Re:But don't call it a bailout. (Score:4, Insightful)
Anyway, sit down, dear likely non college educated Trump supporter, and pay attention, you might actually learn something.
FDIC has funds collected from member banks paid as insurance premium. The shortfall in SVB is less than 6 billion dollars. 80 billion long bonds worth 74 billion after interest rate hike. This six billion will be spread over all the banks in next years premium, mostly by the big banks with trillions in deposits. And the rural tiny bank in Wisconsin with 10 million in deposits would pay may be a 100$ more.
Will this be passed on to consumers? may be, Or it will help its depositors to stay in the small rural bank instead of deserting to a big city bank. So the additional premium is well worth the price for the small banks.
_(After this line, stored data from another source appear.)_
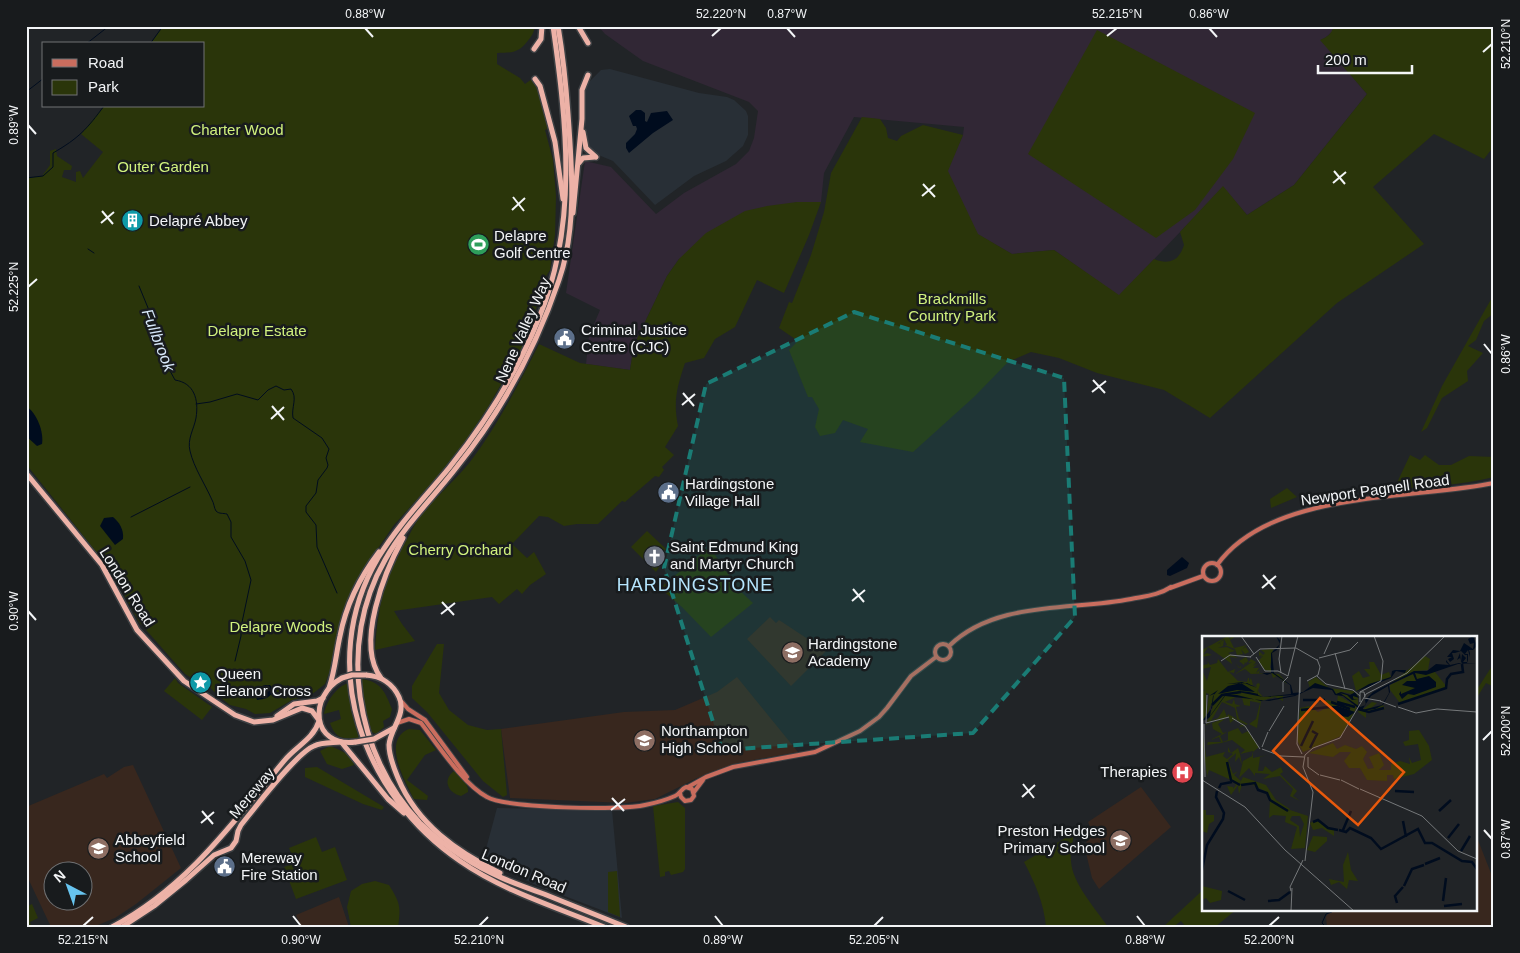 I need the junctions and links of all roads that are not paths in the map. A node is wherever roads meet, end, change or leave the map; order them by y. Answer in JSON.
{"nodes":[{"id":1,"x":542,"y":26,"type":"edge"},
{"id":2,"x":553,"y":26,"type":"edge"},
{"id":3,"x":558,"y":26,"type":"edge"},
{"id":4,"x":578,"y":26,"type":"edge"},
{"id":5,"x":588,"y":44,"type":"dead end"},
{"id":6,"x":534,"y":49,"type":"dead end"},
{"id":7,"x":588,"y":75,"type":"dead end"},
{"id":8,"x":535,"y":79,"type":"dead end"},
{"id":9,"x":582,"y":119,"type":"junction"},
{"id":10,"x":578,"y":163,"type":"junction"},
{"id":11,"x":564,"y":222,"type":"junction"},
{"id":12,"x":570,"y":226,"type":"junction"},
{"id":13,"x":26,"y":473,"type":"edge"},
{"id":14,"x":1494,"y":483,"type":"edge"},
{"id":15,"x":427,"y":495,"type":"junction"},
{"id":16,"x":414,"y":518,"type":"junction"},
{"id":17,"x":1217,"y":565,"type":"junction"},
{"id":18,"x":1203,"y":576,"type":"junction"},
{"id":19,"x":353,"y":629,"type":"joint"},
{"id":20,"x":360,"y":630,"type":"joint"},
{"id":21,"x":948,"y":646,"type":"junction"},
{"id":22,"x":936,"y":657,"type":"junction"},
{"id":23,"x":381,"y":678,"type":"junction"},
{"id":24,"x":329,"y":688,"type":"junction"},
{"id":25,"x":323,"y":698,"type":"junction"},
{"id":26,"x":400,"y":700,"type":"junction"},
{"id":27,"x":273,"y":720,"type":"junction"},
{"id":28,"x":319,"y":720,"type":"junction"},
{"id":29,"x":396,"y":725,"type":"junction"},
{"id":30,"x":342,"y":742,"type":"junction"},
{"id":31,"x":706,"y":777,"type":"junction"},
{"id":32,"x":472,"y":785,"type":"junction"},
{"id":33,"x":688,"y":787,"type":"junction"},
{"id":34,"x":694,"y":792,"type":"junction"},
{"id":35,"x":680,"y":793,"type":"junction"},
{"id":36,"x":668,"y":799,"type":"junction"},
{"id":37,"x":682,"y":799,"type":"junction"},
{"id":38,"x":417,"y":826,"type":"junction"},
{"id":39,"x":522,"y":886,"type":"junction"},
{"id":40,"x":112,"y":927,"type":"edge"},
{"id":41,"x":122,"y":927,"type":"edge"},
{"id":42,"x":604,"y":927,"type":"edge"},
{"id":43,"x":626,"y":927,"type":"edge"}],
"edges":[{"from":1,"to":6,"type":"highway"},
{"from":2,"to":11,"type":"highway","name":"Nene Valley Way"},
{"from":3,"to":12,"type":"highway","name":"Nene Valley Way"},
{"from":4,"to":5,"type":"highway"},
{"from":7,"to":9,"type":"highway"},
{"from":8,"to":11,"type":"highway"},
{"from":9,"to":10,"type":"highway"},
{"from":9,"to":10,"type":"highway"},
{"from":10,"to":12,"type":"highway"},
{"from":11,"to":15,"type":"highway","name":"Nene Valley Way"},
{"from":12,"to":16,"type":"highway","name":"Nene Valley Way"},
{"from":13,"to":27,"type":"highway","name":"London Road"},
{"from":14,"to":17,"type":"main road","name":"Newport Pagnell Road"},
{"from":15,"to":19,"type":"highway","name":"Nene Valley Way"},
{"from":15,"to":24,"type":"highway"},
{"from":16,"to":20,"type":"highway","name":"Nene Valley Way"},
{"from":16,"to":23,"type":"highway"},
{"from":17,"to":18,"type":"main road"},
{"from":17,"to":18,"type":"main road"},
{"from":18,"to":21,"type":"main road"},
{"from":19,"to":38,"type":"highway","name":"London Road"},
{"from":20,"to":39,"type":"highway","name":"London Road"},
{"from":21,"to":22,"type":"main road"},
{"from":21,"to":22,"type":"main road"},
{"from":22,"to":31,"type":"main road"},
{"from":23,"to":24,"type":"highway","bridge":true},
{"from":23,"to":26,"type":"highway"},
{"from":24,"to":25,"type":"highway"},
{"from":25,"to":27,"type":"highway"},
{"from":25,"to":28,"type":"highway"},
{"from":26,"to":29,"type":"highway"},
{"from":26,"to":32,"type":"main road"},
{"from":27,"to":28,"type":"highway","name":"London Road"},
{"from":28,"to":30,"type":"highway"},
{"from":28,"to":40,"type":"highway","name":"Mereway"},
{"from":29,"to":30,"type":"highway","bridge":true},
{"from":29,"to":32,"type":"main road"},
{"from":29,"to":39,"type":"highway"},
{"from":30,"to":38,"type":"highway"},
{"from":30,"to":41,"type":"highway","name":"Mereway"},
{"from":31,"to":33,"type":"main road"},
{"from":31,"to":34,"type":"main road"},
{"from":32,"to":36,"type":"main road"},
{"from":33,"to":34,"type":"main road"},
{"from":33,"to":35,"type":"main road"},
{"from":34,"to":37,"type":"main road"},
{"from":35,"to":36,"type":"main road"},
{"from":35,"to":37,"type":"main road"},
{"from":36,"to":37,"type":"main road"},
{"from":38,"to":42,"type":"highway","name":"London Road"},
{"from":39,"to":43,"type":"highway","name":"London Road"}]}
As for why Wisconsin should bail out CA. The blue states have been subsidizing the red states for a long long time. The fly over country does not generate much of income or wealth. Often the federal govt jobs, subsidies and support is what helping them. Absent that all of them will move to cities and the rural counties will be even more deserted. Like the Loving County of Texas, total population of 57, less than the population of my apartment building.
Re:But don't call it a bailout. (Score:5, Informative)
The Biden administration unilaterally deciding that depositors with more than the $250k FDIC limit at SVB will be given all their money back regardless of the rules we've all known for our entire lives is the bailout.
You're confused. Uninsured != Unrecoverable, and never has.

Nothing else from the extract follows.